Em seu estudo sobre mulheres, relações violentas e a prática feminista, Gregori, analisa o modo pelo qual as mulheres vêem-se a si mesmas e aos seus parceiros, a fim de pensar como as relações de conflito conjugal se instituem e ganham permanência. A autora indica que no geral as explicações para a crise doméstica são atribuídas a "... condutas inadequadas de seus maridos: beber, ser mulherengo, ser boêmio, praticar ‘exageros’ sexuais" (Gregori, 1993:140). A autora reconhece que seu estudo deixou uma lacuna importante ao não analisar o que ela chamou o "lado dos homens". Ao mesmo tempo, que falta ao seu estudo, bem como as pesquisas nas quais ele se baseia, a etnografia das condições familiares.
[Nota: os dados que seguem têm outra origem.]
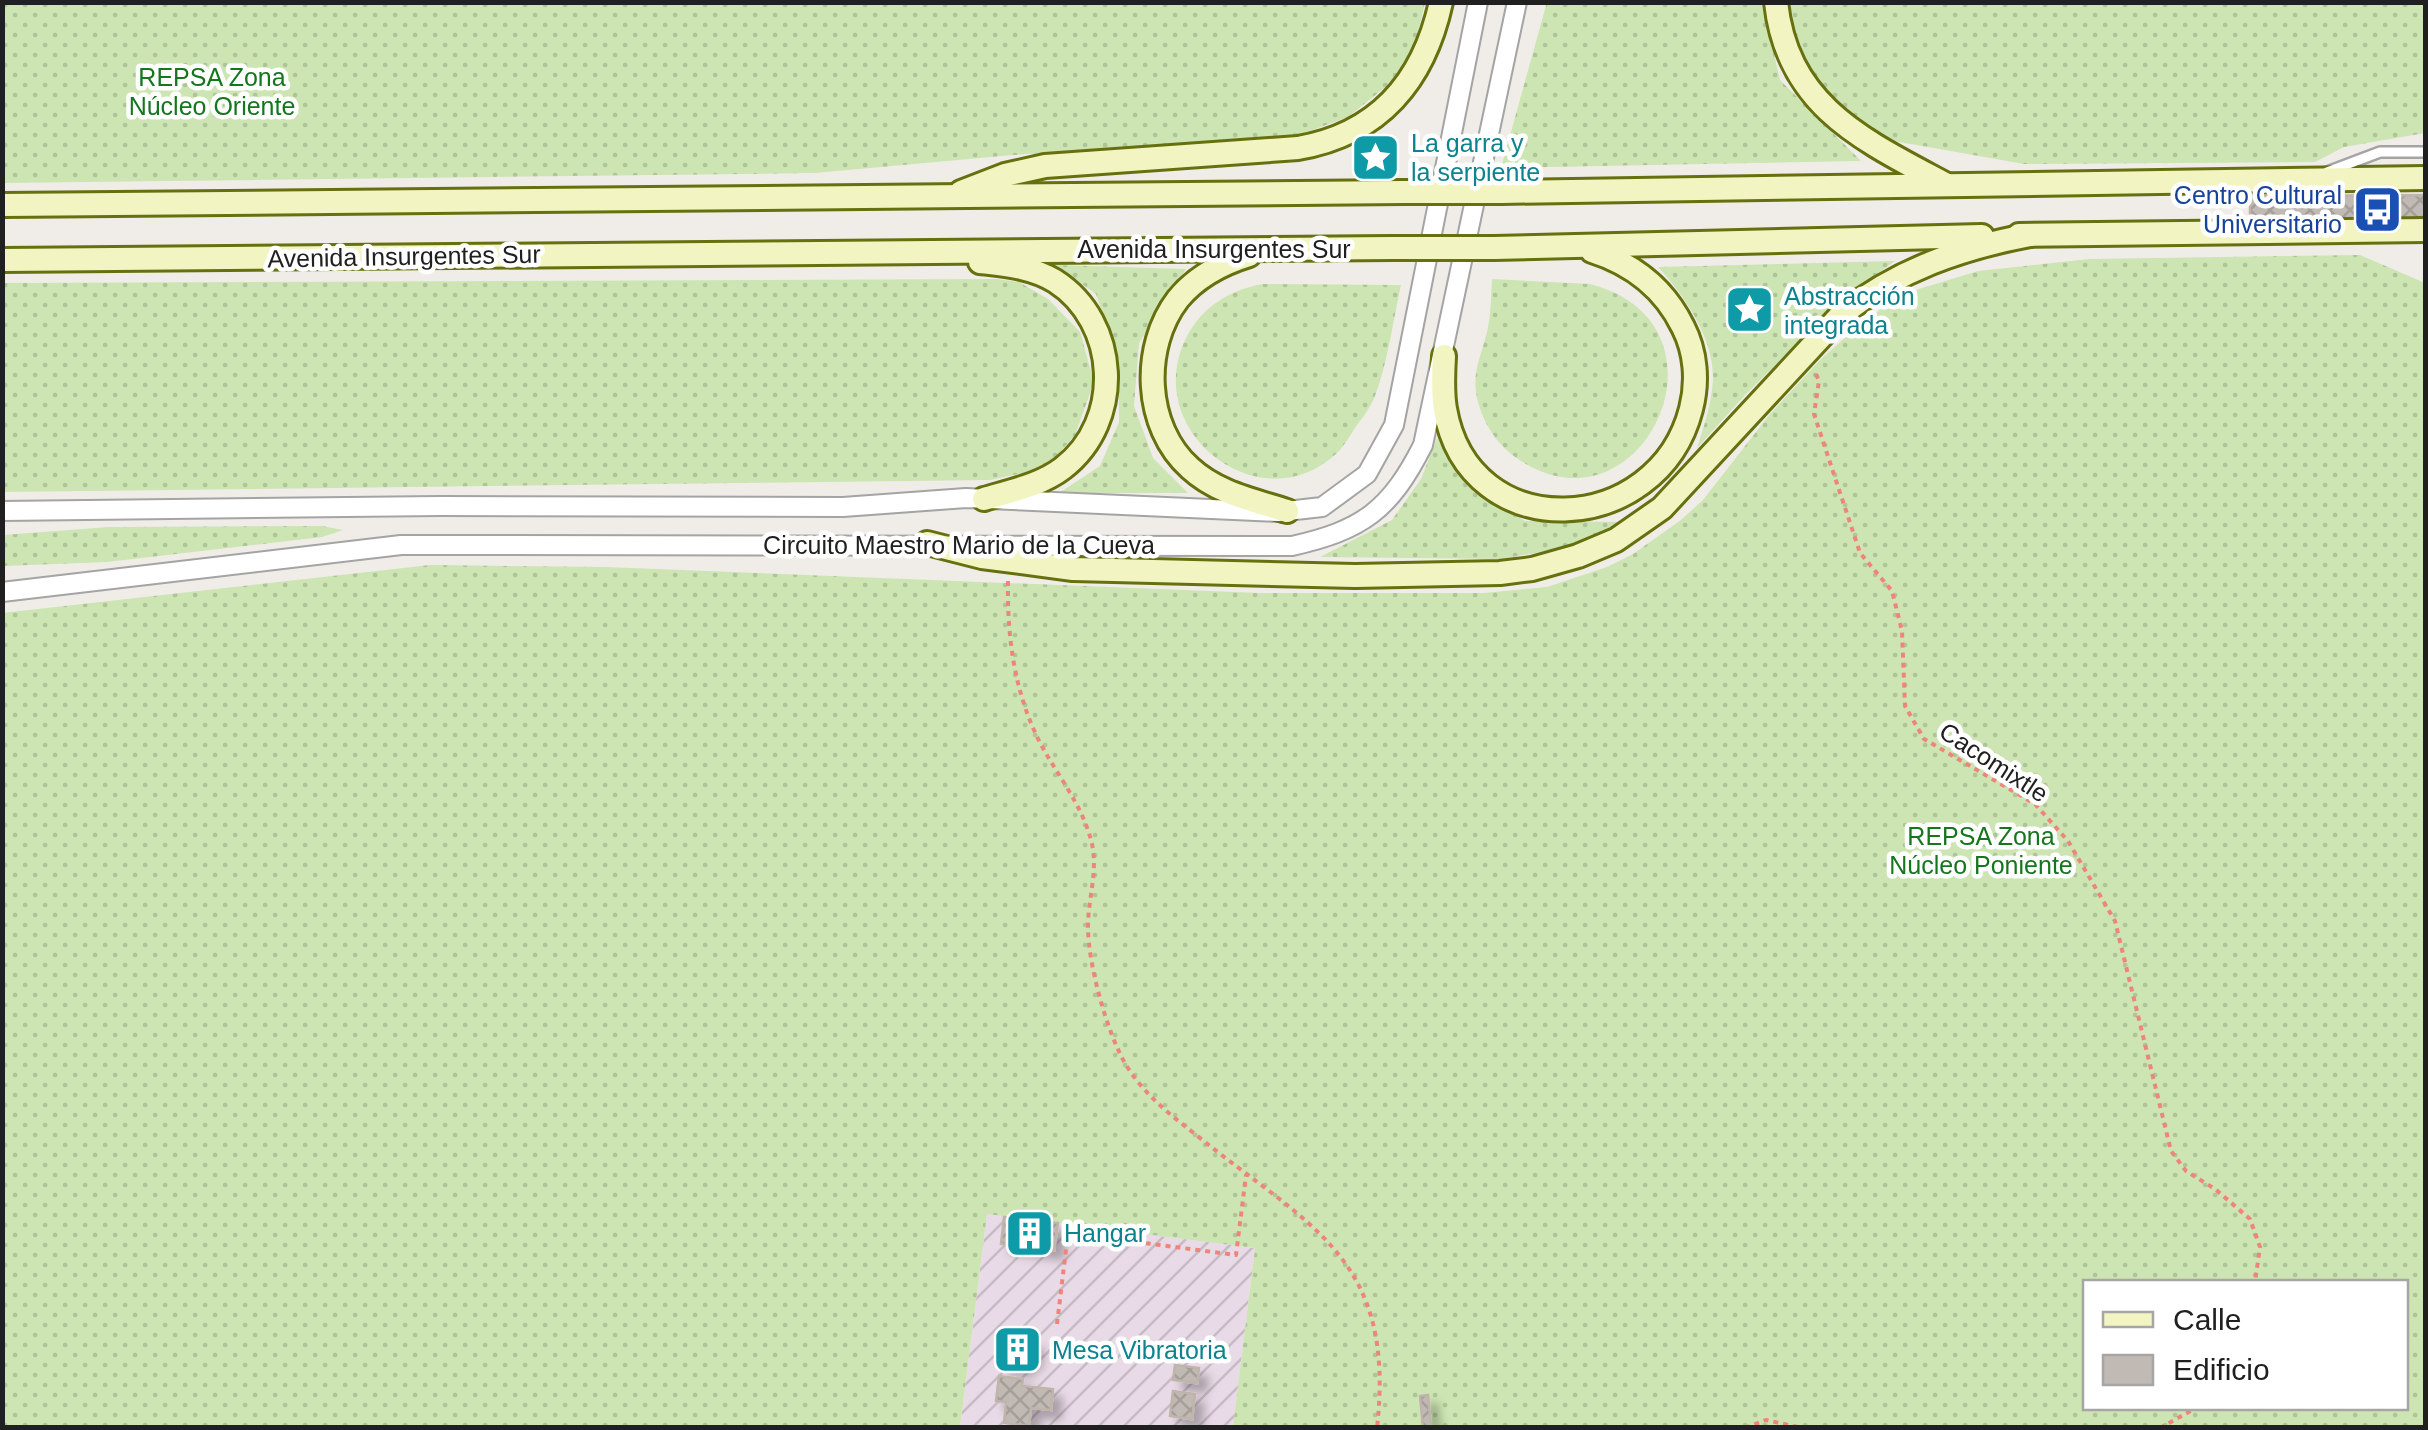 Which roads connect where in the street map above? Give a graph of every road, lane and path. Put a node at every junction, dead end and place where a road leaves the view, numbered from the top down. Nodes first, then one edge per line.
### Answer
1 (1442, 2) edge
2 (1478, 2) edge
3 (1517, 2) edge
4 (1776, 2) edge
5 (2426, 152) edge
6 (2426, 178) edge
7 (2306, 179) junction
8 (1946, 185) junction
9 (950, 197) junction
10 (2, 206) edge
11 (2426, 230) edge
12 (2030, 235) junction
13 (1579, 247) junction
14 (1286, 248) junction
15 (898, 250) junction
16 (2, 260) edge
17 (1808, 351) junction
18 (1444, 356) junction
19 (984, 499) junction
20 (2, 510) edge
21 (1287, 511) junction
22 (928, 544) junction
23 (1008, 562) junction
24 (2, 592) edge
25 (1246, 1173) junction
26 (2255, 1280) edge
27 (1057, 1324) dead end
28 (2192, 1410) edge
29 (1377, 1428) edge
30 (1745, 1428) edge
31 (1802, 1428) edge
32 (2160, 1428) edge

1 - 9 main road
2 - 21 street, Circuito Maestro Mario de la Cueva
3 - 18 street, Circuito Maestro Mario de la Cueva
4 - 8 main road
5 - 7 lane
6 - 7 main road, Avenida Insurgentes Sur
7 - 8 main road, Avenida Insurgentes Sur
8 - 9 main road, Avenida Insurgentes Sur, bridge
9 - 10 main road, Avenida Insurgentes Sur
11 - 12 main road, Avenida Insurgentes Sur
12 - 13 main road, Avenida Insurgentes Sur
12 - 17 main road
13 - 14 main road, Avenida Insurgentes Sur, bridge
13 - 18 main road
14 - 15 main road, Avenida Insurgentes Sur
14 - 21 main road
15 - 16 main road, Avenida Insurgentes Sur
15 - 19 main road
17 - 23 main road
17 - 26 path, Cacomixtle
18 - 22 street, Circuito Maestro Mario de la Cueva
19 - 20 street, Circuito Maestro Mario de la Cueva
19 - 21 street, Circuito Maestro Mario de la Cueva
22 - 23 main road
22 - 24 street, Circuito Maestro Mario de la Cueva
23 - 25 path
25 - 27 path
25 - 29 path
28 - 32 path
30 - 31 path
No que refere a família, a violência é vista como conflito de gênero e de gerações, onde o mais fraco é "coisificado". Entendidos como permanentes, esses conflitos - manifestos ou latentes – seriam agravados ou suprimidos em função dos modelos de gestão dos mesmos. Quando o modelo é autoritário, suprime a flexibilidade necessária à superação das disputas; e quando é democrático, abre espaço para a busca e a consolidação de resolução. As condições de degradação econômica e/ou simbólica ameaçam a possibilidade de condução adequada aos conflitos inerentes ao convívio familiar (Vicente, 1994).
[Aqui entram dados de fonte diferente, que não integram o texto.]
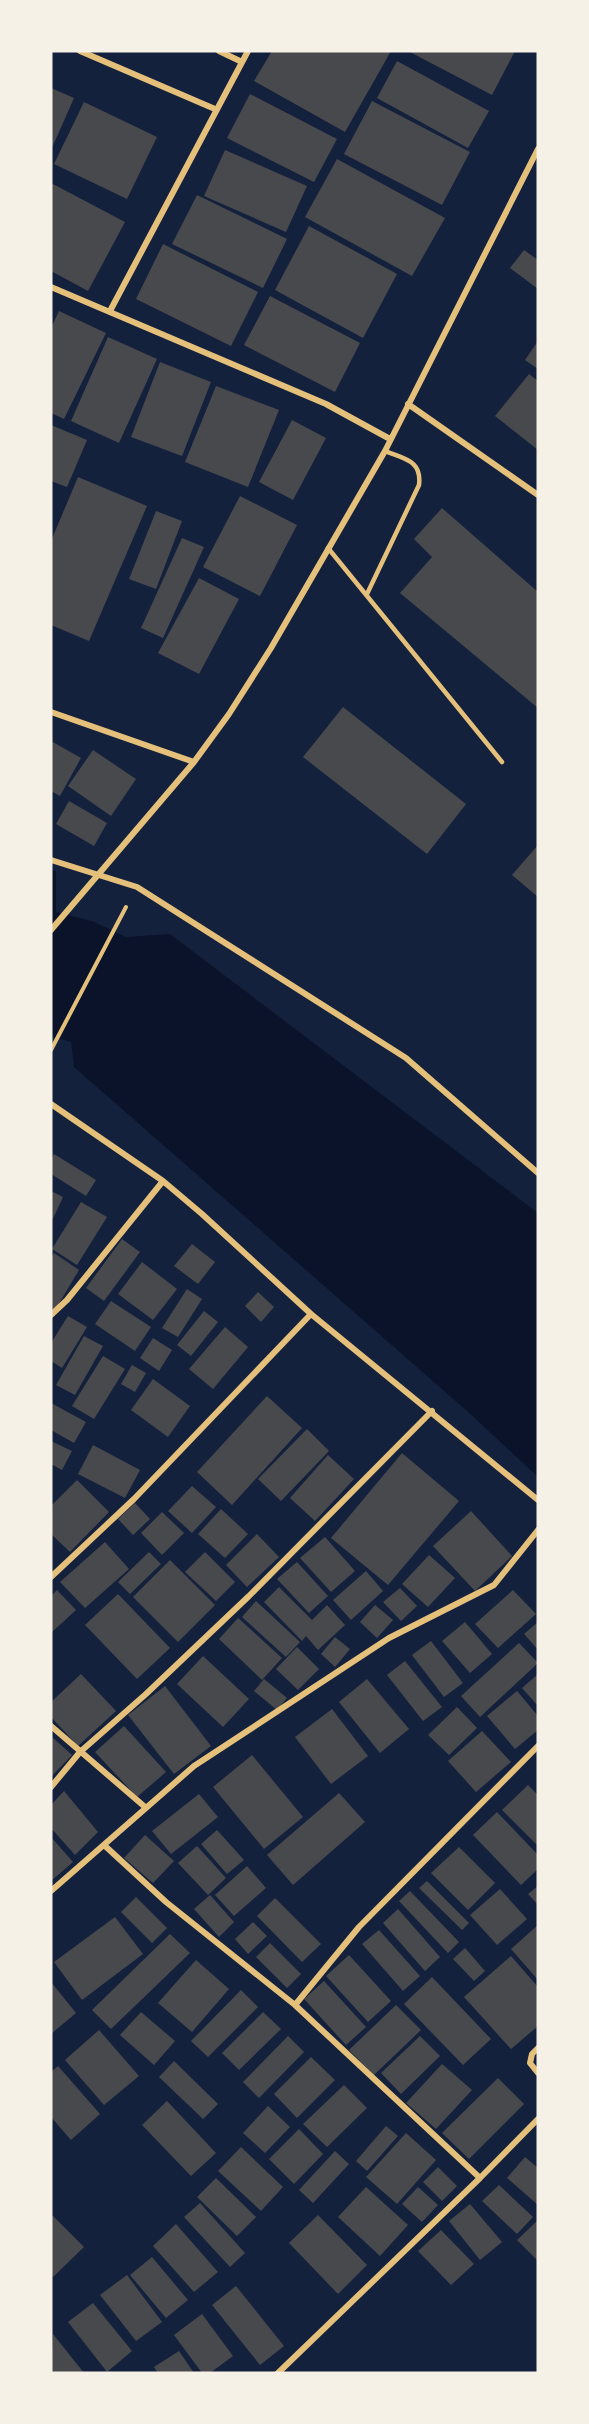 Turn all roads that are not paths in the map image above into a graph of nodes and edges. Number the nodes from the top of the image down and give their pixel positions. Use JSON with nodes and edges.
{"nodes":[{"id":1,"x":80,"y":51,"type":"edge"},
{"id":2,"x":219,"y":51,"type":"edge"},
{"id":3,"x":248,"y":51,"type":"edge"},
{"id":4,"x":242,"y":62,"type":"junction"},
{"id":5,"x":215,"y":109,"type":"junction"},
{"id":6,"x":538,"y":149,"type":"edge"},
{"id":7,"x":51,"y":287,"type":"edge"},
{"id":8,"x":110,"y":311,"type":"junction"},
{"id":9,"x":408,"y":404,"type":"junction"},
{"id":10,"x":390,"y":439,"type":"junction"},
{"id":11,"x":385,"y":451,"type":"junction"},
{"id":12,"x":538,"y":495,"type":"edge"},
{"id":13,"x":328,"y":548,"type":"junction"},
{"id":14,"x":367,"y":594,"type":"junction"},
{"id":15,"x":51,"y":712,"type":"edge"},
{"id":16,"x":194,"y":762,"type":"junction"},
{"id":17,"x":502,"y":762,"type":"dead end"},
{"id":18,"x":51,"y":860,"type":"edge"},
{"id":19,"x":97,"y":874,"type":"junction"},
{"id":20,"x":51,"y":930,"type":"edge"},
{"id":21,"x":51,"y":1104,"type":"edge"},
{"id":22,"x":538,"y":1173,"type":"edge"},
{"id":23,"x":163,"y":1181,"type":"junction"},
{"id":24,"x":311,"y":1314,"type":"junction"},
{"id":25,"x":51,"y":1315,"type":"edge"},
{"id":26,"x":432,"y":1411,"type":"junction"},
{"id":27,"x":538,"y":1500,"type":"edge"},
{"id":28,"x":538,"y":1530,"type":"edge"},
{"id":29,"x":51,"y":1577,"type":"edge"},
{"id":30,"x":51,"y":1726,"type":"edge"},
{"id":31,"x":538,"y":1746,"type":"edge"},
{"id":32,"x":80,"y":1752,"type":"junction"},
{"id":33,"x":51,"y":1787,"type":"edge"},
{"id":34,"x":145,"y":1807,"type":"junction"},
{"id":35,"x":104,"y":1845,"type":"junction"},
{"id":36,"x":51,"y":1891,"type":"edge"},
{"id":37,"x":295,"y":2005,"type":"junction"},
{"id":38,"x":538,"y":2048,"type":"edge"},
{"id":39,"x":538,"y":2073,"type":"edge"},
{"id":40,"x":538,"y":2119,"type":"edge"},
{"id":41,"x":480,"y":2178,"type":"junction"},
{"id":42,"x":278,"y":2373,"type":"edge"}],
"edges":[{"from":1,"to":5,"type":"street"},
{"from":2,"to":4,"type":"street"},
{"from":3,"to":4,"type":"street"},
{"from":4,"to":5,"type":"street"},
{"from":5,"to":8,"type":"street"},
{"from":6,"to":9,"type":"street"},
{"from":7,"to":8,"type":"street"},
{"from":8,"to":10,"type":"street"},
{"from":9,"to":10,"type":"street"},
{"from":9,"to":12,"type":"street"},
{"from":10,"to":11,"type":"street"},
{"from":11,"to":13,"type":"street"},
{"from":11,"to":14,"type":"lane"},
{"from":13,"to":14,"type":"lane"},
{"from":13,"to":16,"type":"street"},
{"from":14,"to":17,"type":"lane"},
{"from":15,"to":16,"type":"street"},
{"from":16,"to":19,"type":"street"},
{"from":18,"to":19,"type":"street"},
{"from":19,"to":20,"type":"street"},
{"from":19,"to":22,"type":"street"},
{"from":21,"to":23,"type":"street"},
{"from":23,"to":24,"type":"street"},
{"from":23,"to":25,"type":"street"},
{"from":24,"to":26,"type":"street"},
{"from":24,"to":29,"type":"street"},
{"from":26,"to":27,"type":"street"},
{"from":26,"to":32,"type":"street"},
{"from":28,"to":34,"type":"street"},
{"from":30,"to":32,"type":"street"},
{"from":31,"to":37,"type":"street"},
{"from":32,"to":33,"type":"street"},
{"from":32,"to":34,"type":"street"},
{"from":34,"to":35,"type":"street"},
{"from":35,"to":36,"type":"street"},
{"from":35,"to":37,"type":"street"},
{"from":37,"to":41,"type":"street"},
{"from":38,"to":39,"type":"street"},
{"from":40,"to":41,"type":"street"},
{"from":41,"to":42,"type":"street"}]}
De acordo com Weber (1986), dado o "politeísmo de valores", não é possível eliminar a luta que surge como o fundamento de qualquer relação social. Neste sentido, a violência indica a articulação lógica em um confronto de valores. Retomando as reflexões de Weber, Maffesoli (1987) indica que a potencialidade conflitual inerente aos processos societários implica um certo grau de "ritualização da violência". Ou seja: a regulamentação das armas e dos meios de luta; o apelo aos precários direitos humanos; o consenso para provocar ou terminar uma guerra; o estabelecimento de regras do jogo. A desordem para ele tem função estrutural expressando a dialética viva do imaginário e do instituído. Nesse sentido, Foucault (1987) também critica a visão simplesmente dualista do poder como constituindo a relação dominante/dominado elucidando que o exercício do poder sempre comporta manobras e táticas pelas quais o sujeito dominado pode operar sua liberdade.
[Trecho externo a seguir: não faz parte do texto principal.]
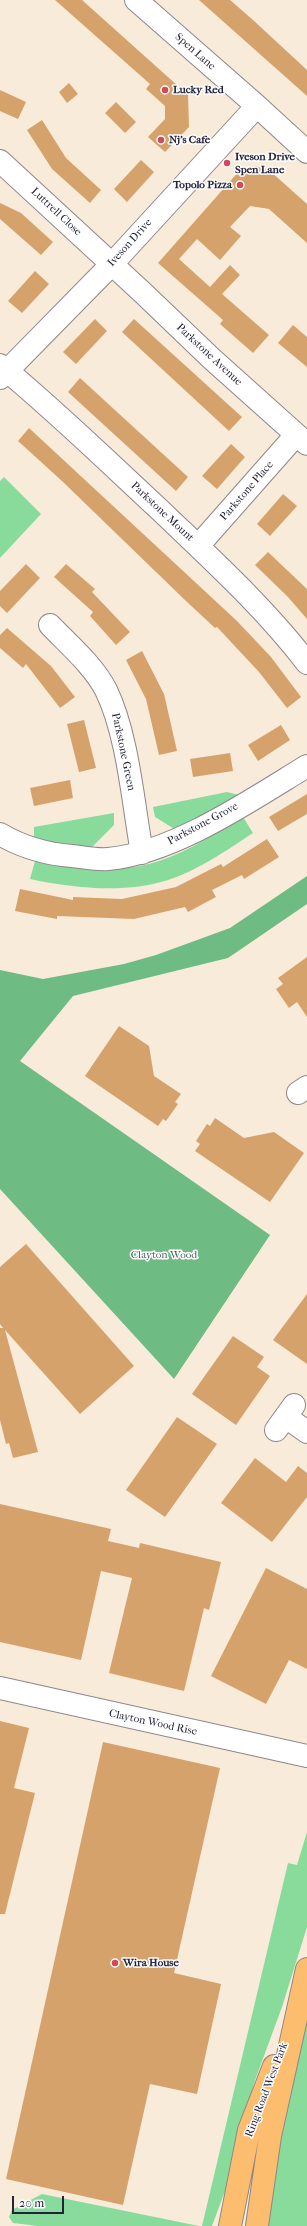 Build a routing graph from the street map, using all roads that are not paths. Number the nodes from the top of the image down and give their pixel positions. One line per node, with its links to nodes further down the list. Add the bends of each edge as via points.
1 (136, 0): 2 (street, Spen Lane)
2 (257, 106): 3 (street, Spen Lane); 5 (street, Iveson Drive)
3 (307, 152)
4 (0, 161): 5 (street, Luttrell Close)
5 (112, 264): 6 (street, Iveson Drive); 7 (street, Parkstone Avenue)
6 (2, 371): 8 (street, Parkstone Mount)
7 (301, 440): 8 (street, Parkstone Place)
8 (198, 546): 10 (street, Parkstone Mount, via 262,609 286,635)
9 (50, 625): 13 (street, Parkstone Green, via 93,670 106,689 115,712 123,746)
10 (307, 664)
11 (307, 766): 13 (street, Parkstone Grove, via 180,839)
12 (0, 834): 13 (street, Parkstone Grove, via 48,854 107,859)
13 (142, 853)
14 (286, 1417): 15 (street)
15 (307, 1432)
16 (0, 1688): 17 (street, Clayton Wood Rise)
17 (307, 1756)
18 (307, 1969): 19 (highway, Ring Road West Park)
19 (293, 2025): 20 (highway, Ring Road West Park, via 270,2136); 21 (highway, Ring Road West Park, via 249,2130)
20 (257, 2224)
21 (230, 2226)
Partindo do pressuposto que a função simbólica especifica o humano como ser de cultura (Levis-Strauss, 1989), consideramos sobretudo o aspecto simbólico, ou seja, cultural da violência física. A violência em todas as suas formas de existência social é violência lógica, instituinte cognitivo pelo qual estabelecemos relações e identidades. A lógica é ser de pensamento e de práxis. Envolve relações econômicas e praticas classificatórias (Bourdieu). A violência pode ser compreendida como dispositivo para a resolução de problemas de definição da realidade, isto é, apropriação de recursos para a efetivação do real. Trata-se do poder de nominar, situar, deslocar, preservar, destruir, acumular e distribuir palavras, coisas e seres. As lógicas classificatórias e as categorias coletivas do entendimento constituem o mundo social. Ou seja, instituem as relações sociais e, entre elas, as relações de gênero (Durkheim e Mauss, 1999; Levi-Straus, 1989).

Por isso o mundo humano é, a cada vez, instituído pelo imaginário social de época, a partir das matérias já trabalhadas pela imaginação ao longo da historia do sapiens (Bachelard, 1990, 2001; Durand, 1997), ressignificando a tradição de modo histórico e criativo, através do dizer e do fazer sociais, pois o humano é uma espécie de ser que define a si mesmo de maneira inventiva, ao modo da poieses (Castoriadis, 1982). Por isso é importante criticar a forma pela qual a sociedade define o humano e o lugar que homens e mulheres devem ocupar no mundo construído e reconstruído pelas definições auto-instituídas socialmente.